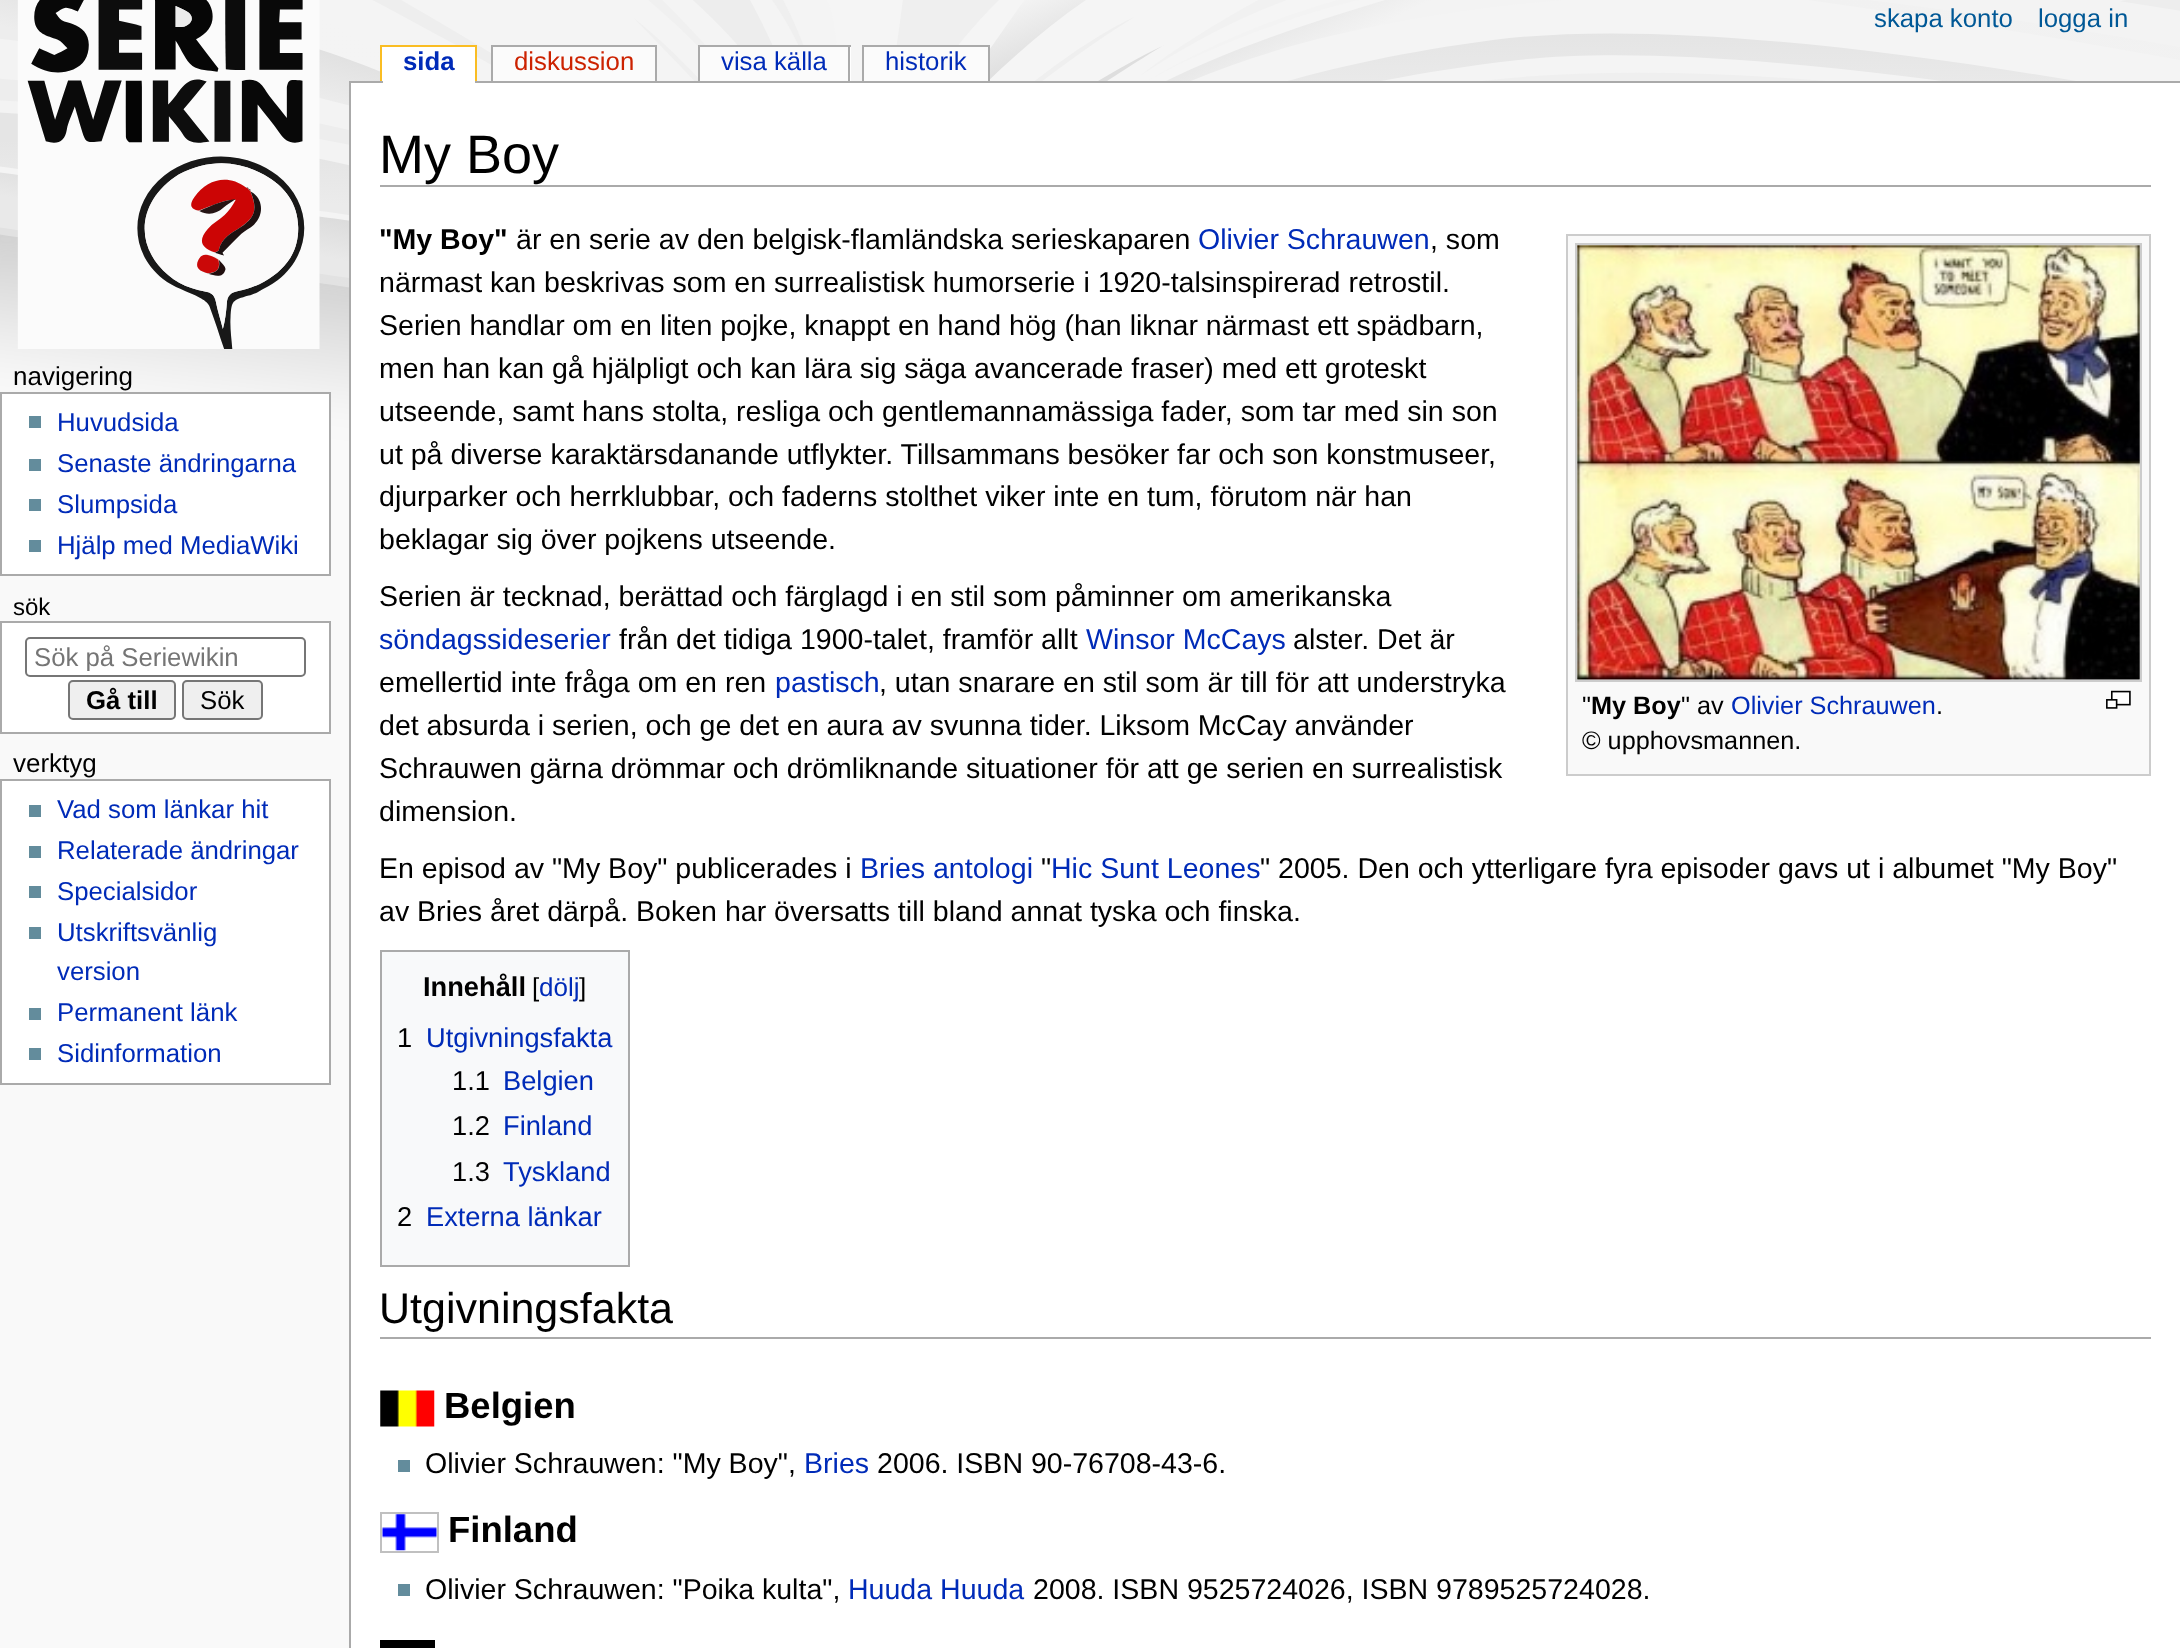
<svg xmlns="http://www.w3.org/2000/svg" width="2180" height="1648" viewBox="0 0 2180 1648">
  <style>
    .t1 { font: 25.75px Liberation Sans; fill: #005896; }
    .t2 { font: bold 25.75px Liberation Sans; fill: #002bb8; }
    .t3 { font: 25.75px Liberation Sans; fill: #c20; }
    .t4 { font: 25.75px Liberation Sans; fill: #002bb8; }
    .t5 { font: 26px Liberation Sans; fill: #000; }
    .t6 { font: 24px Liberation Sans; fill: #000; }
    .t7 { font: 25.75px Liberation Sans; fill: #757575; }
    .t8 { font: bold 25.75px Liberation Sans; fill: #000; }
    .t9 { font: 25.75px Liberation Sans; fill: #000; }
    .t10 { font: 54px Liberation Sans; fill: #000; }
    .t11 { font: bold 28.55px Liberation Sans; fill: #000; }
    .t12 { font: 28.55px Liberation Sans; fill: #000; }
    .t13 { font: 28.55px Liberation Sans; fill: #002bb8; }
    .t14 { font: 25.25px Liberation Sans; fill: #000; }
    .t15 { font: bold 25.25px Liberation Sans; fill: #000; }
    .t16 { font: 25.25px Liberation Sans; fill: #002bb8; }
    .t17 { font: bold 27.25px Liberation Sans; fill: #000; }
    .t18 { font: 26px Liberation Sans; fill: #002bb8; }
    .t19 { font: 27.25px Liberation Sans; fill: #000; }
    .t20 { font: 27.25px Liberation Sans; fill: #002bb8; }
    .t21 { font: 43px Liberation Sans; fill: #000; }
    .t22 { font: bold 36.5px Liberation Sans; fill: #000; }
  </style>
  <defs>
    <clipPath id="clip1"><rect x="34" y="644" width="236" height="27"/></clipPath>
  </defs>
  <rect width="100%" height="100%" fill="#f9f9f9"/>
  <image x="0" y="0" width="2180" height="471" href="images/1.png"/>
  <image x="17" y="0" width="303" height="349" href="images/2.png"/>
  <text x="1874" y="27" class="t1">skapa konto</text>
  <text x="2038" y="27" class="t1">logga in</text>
  <rect x="349" y="81" width="1831" height="2" fill="#aaa"/>
  <rect x="383" y="47" width="92" height="36" fill="#fff"/>
  <text x="403" y="70" class="t2">sida</text>
  <rect x="382" y="47" width="1" height="34" fill="#fff"/>
  <rect x="380" y="45" width="97" height="2" fill="#fabd23"/>
  <rect x="475" y="45" width="2" height="36" fill="#fabd23"/>
  <rect x="380" y="45" width="2" height="36" fill="#fabd23"/>
  <rect x="493" y="47" width="162" height="34" fill="#fbfbfb"/>
  <text x="514" y="70" class="t3">diskussion</text>
  <rect x="491" y="45" width="166" height="2" fill="#aaa"/>
  <rect x="655" y="45" width="2" height="36" fill="#aaa"/>
  <rect x="491" y="45" width="2" height="36" fill="#aaa"/>
  <rect x="700" y="47" width="148" height="34" fill="#fbfbfb"/>
  <text x="721" y="70" class="t4">visa källa</text>
  <rect x="850" y="47" width="1" height="34" fill="#fff"/>
  <rect x="698" y="45" width="153" height="2" fill="#aaa"/>
  <rect x="848" y="45" width="2" height="36" fill="#aaa"/>
  <rect x="698" y="45" width="2" height="36" fill="#aaa"/>
  <rect x="864" y="47" width="124" height="34" fill="#fbfbfb"/>
  <text x="885" y="70" class="t4">historik</text>
  <rect x="862" y="45" width="128" height="2" fill="#aaa"/>
  <rect x="988" y="45" width="2" height="36" fill="#aaa"/>
  <rect x="862" y="45" width="2" height="36" fill="#aaa"/>
  <text x="13" y="385" class="t5">navigering</text>
  <rect x="1" y="393" width="329" height="182" fill="#fff" stroke="#aaa" stroke-width="2"/>
  <rect x="29" y="416" width="12" height="12" fill="#638c9c"/>
  <text x="57" y="431" class="t4">Huvudsida</text>
  <rect x="29" y="459" width="12" height="12" fill="#638c9c"/>
  <text x="57" y="472" class="t4">Senaste ändringarna</text>
  <rect x="29" y="499" width="12" height="12" fill="#638c9c"/>
  <text x="57" y="513" class="t4">Slumpsida</text>
  <rect x="29" y="540" width="12" height="12" fill="#638c9c"/>
  <text x="57" y="554" class="t4">Hjälp med MediaWiki</text>
  <text x="13" y="615" class="t6">sök</text>
  <rect x="1" y="622" width="329" height="111" fill="#fff" stroke="#aaa" stroke-width="2"/>
  <rect x="26" y="638" width="279" height="38" rx="4" fill="none" stroke="#767676" stroke-width="2"/>
  <g clip-path="url(#clip1)">
    <text x="34" y="666" class="t7">Sök på Seriewikin</text>
  </g>
  <rect x="69" y="681" width="106" height="38" rx="4" fill="#efefef" stroke="#767676" stroke-width="2"/>
  <text x="86" y="709" class="t8">Gå till</text>
  <rect x="183" y="681" width="79" height="38" rx="4" fill="#efefef" stroke="#767676" stroke-width="2"/>
  <text x="200" y="709" class="t9">Sök</text>
  <text x="13" y="772" class="t5">verktyg</text>
  <rect x="1" y="780" width="329" height="304" fill="#fff" stroke="#aaa" stroke-width="2"/>
  <rect x="29" y="805" width="12" height="12" fill="#638c9c"/>
  <text x="57" y="818" class="t4">Vad som länkar hit</text>
  <rect x="29" y="846" width="12" height="12" fill="#638c9c"/>
  <text x="57" y="859" class="t4">Relaterade ändringar</text>
  <rect x="29" y="886" width="12" height="12" fill="#638c9c"/>
  <text x="57" y="900" class="t4">Specialsidor</text>
  <rect x="29" y="927" width="12" height="12" fill="#638c9c"/>
  <text x="57" y="941" class="t4">Utskriftsvänlig</text>
  <text x="57" y="980" class="t4">version</text>
  <rect x="29" y="1008" width="12" height="12" fill="#638c9c"/>
  <text x="57" y="1021" class="t4">Permanent länk</text>
  <rect x="29" y="1048" width="12" height="12" fill="#638c9c"/>
  <text x="57" y="1062" class="t4">Sidinformation</text>
  <rect x="351" y="83" width="1829" height="1565" fill="#fff"/>
  <rect x="349" y="81" width="2" height="1567" fill="#aaa"/>
  <rect x="380" y="185" width="1771" height="2" fill="#aaa"/>
  <text x="379" y="173" class="t10">My Boy</text>
  <text x="379" y="249" class="t11">"My Boy"</text>
  <text x="516" y="249" class="t12">är en serie av den belgisk-flamländska serieskaparen</text>
  <text x="1198" y="249" class="t13">Olivier Schrauwen</text>
  <text x="1430" y="249" class="t12">, som</text>
  <text x="379" y="292" class="t12">närmast kan beskrivas som en surrealistisk humorserie i 1920-talsinspirerad retrostil.</text>
  <text x="379" y="335" class="t12">Serien handlar om en liten pojke, knappt en hand hög (han liknar närmast ett spädbarn,</text>
  <text x="379" y="378" class="t12">men han kan gå hjälpligt och kan lära sig säga avancerade fraser) med ett groteskt</text>
  <text x="379" y="421" class="t12">utseende, samt hans stolta, resliga och gentlemannamässiga fader, som tar med sin son</text>
  <text x="379" y="464" class="t12">ut på diverse karaktärsdanande utflykter. Tillsammans besöker far och son konstmuseer,</text>
  <text x="379" y="506" class="t12">djurparker och herrklubbar, och faderns stolthet viker inte en tum, förutom när han</text>
  <text x="379" y="549" class="t12">beklagar sig över pojkens utseende.</text>
  <text x="379" y="606" class="t12">Serien är tecknad, berättad och färglagd i en stil som påminner om amerikanska</text>
  <text x="379" y="649" class="t13">söndagssideserier</text>
  <text x="619" y="649" class="t12">från det tidiga 1900-talet, framför allt</text>
  <text x="1086" y="649" class="t13">Winsor McCays</text>
  <text x="1293" y="649" class="t12">alster. Det är</text>
  <text x="379" y="692" class="t12">emellertid inte fråga om en ren</text>
  <text x="775" y="692" class="t13">pastisch</text>
  <text x="879" y="692" class="t12">, utan snarare en stil som är till för att understryka</text>
  <text x="379" y="735" class="t12">det absurda i serien, och ge det en aura av svunna tider. Liksom McCay använder</text>
  <text x="379" y="778" class="t12">Schrauwen gärna drömmar och drömliknande situationer för att ge serien en surrealistisk</text>
  <text x="379" y="821" class="t12">dimension.</text>
  <rect x="1568" y="236" width="581" height="538" fill="#f9f9f9"/>
  <rect x="1566" y="234" width="585" height="2" fill="#ccc"/>
  <rect x="1566" y="774" width="585" height="2" fill="#ccc"/>
  <rect x="2149" y="234" width="2" height="542" fill="#ccc"/>
  <rect x="1566" y="234" width="2" height="542" fill="#ccc"/>
  <rect x="1576" y="244" width="565" height="437" fill="none" stroke="#ccc" stroke-width="2"/>
  <image x="1577" y="245" width="563" height="435" href="images/3.png"/>
  <image x="2106" y="690" width="25" height="19" href="images/4.png"/>
  <text x="1582" y="714" class="t14">"</text>
  <text x="1591" y="714" class="t15">My Boy</text>
  <text x="1681" y="714" class="t14">" av</text>
  <text x="1731" y="714" class="t16">Olivier Schrauwen</text>
  <text x="1936" y="714" class="t14">.</text>
  <text x="1582" y="749" class="t14">© upphovsmannen.</text>
  <text x="379" y="878" class="t12">En episod av "My Boy" publicerades i</text>
  <text x="860" y="878" class="t13">Bries antologi</text>
  <text x="1041" y="878" class="t12">"</text>
  <text x="1051" y="878" class="t13">Hic Sunt Leones</text>
  <text x="1260" y="878" class="t12">" 2005. Den och ytterligare fyra episoder gavs ut i albumet "My Boy"</text>
  <text x="379" y="921" class="t12">av Bries året därpå. Boken har översatts till bland annat tyska och finska.</text>
  <rect x="381" y="951" width="248" height="315" fill="#f8f9fa" stroke="#aaa" stroke-width="2"/>
  <text x="423" y="996" class="t17">Innehåll</text>
  <text x="532" y="996" class="t5">[</text>
  <text x="539" y="996" class="t18">dölj</text>
  <text x="579" y="996" class="t5">]</text>
  <text x="397" y="1047" class="t19">1</text>
  <text x="426" y="1047" class="t20">Utgivningsfakta</text>
  <text x="452" y="1090" class="t19">1.1</text>
  <text x="503" y="1090" class="t20">Belgien</text>
  <text x="452" y="1135" class="t19">1.2</text>
  <text x="503" y="1135" class="t20">Finland</text>
  <text x="452" y="1181" class="t19">1.3</text>
  <text x="503" y="1181" class="t20">Tyskland</text>
  <text x="397" y="1226" class="t19">2</text>
  <text x="426" y="1226" class="t20">Externa länkar</text>
  <rect x="380" y="1337" width="1771" height="2" fill="#aaa"/>
  <text x="379" y="1323" class="t21">Utgivningsfakta</text>
  <image x="380" y="1390" width="55" height="37" href="images/5.png"/>
  <text x="444" y="1418" class="t22">Belgien</text>
  <rect x="398" y="1460" width="12" height="12" fill="#638c9c"/>
  <text x="425" y="1473" class="t12">Olivier Schrauwen: "My Boy",</text>
  <text x="804" y="1473" class="t13">Bries</text>
  <text x="877" y="1473" class="t12">2006. ISBN 90-76708-43-6.</text>
  <rect x="381" y="1513" width="57" height="39" fill="none" stroke="#c0c0c0" stroke-width="2"/>
  <image x="382" y="1514" width="55" height="37" href="images/6.png"/>
  <text x="448" y="1542" class="t22">Finland</text>
  <rect x="398" y="1584" width="12" height="12" fill="#638c9c"/>
  <text x="425" y="1599" class="t12">Olivier Schrauwen: "Poika kulta",</text>
  <text x="848" y="1599" class="t13">Huuda Huuda</text>
  <text x="1033" y="1599" class="t12">2008. ISBN 9525724026, ISBN 9789525724028.</text>
  <rect x="380" y="1640" width="55" height="8" fill="#000"/>
</svg>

============

### PROBLEM REQUIREMENTS
Give the number of lines in the entries that contain the word "Belgien", without any other words.

### RESULT OF THIS TASK
2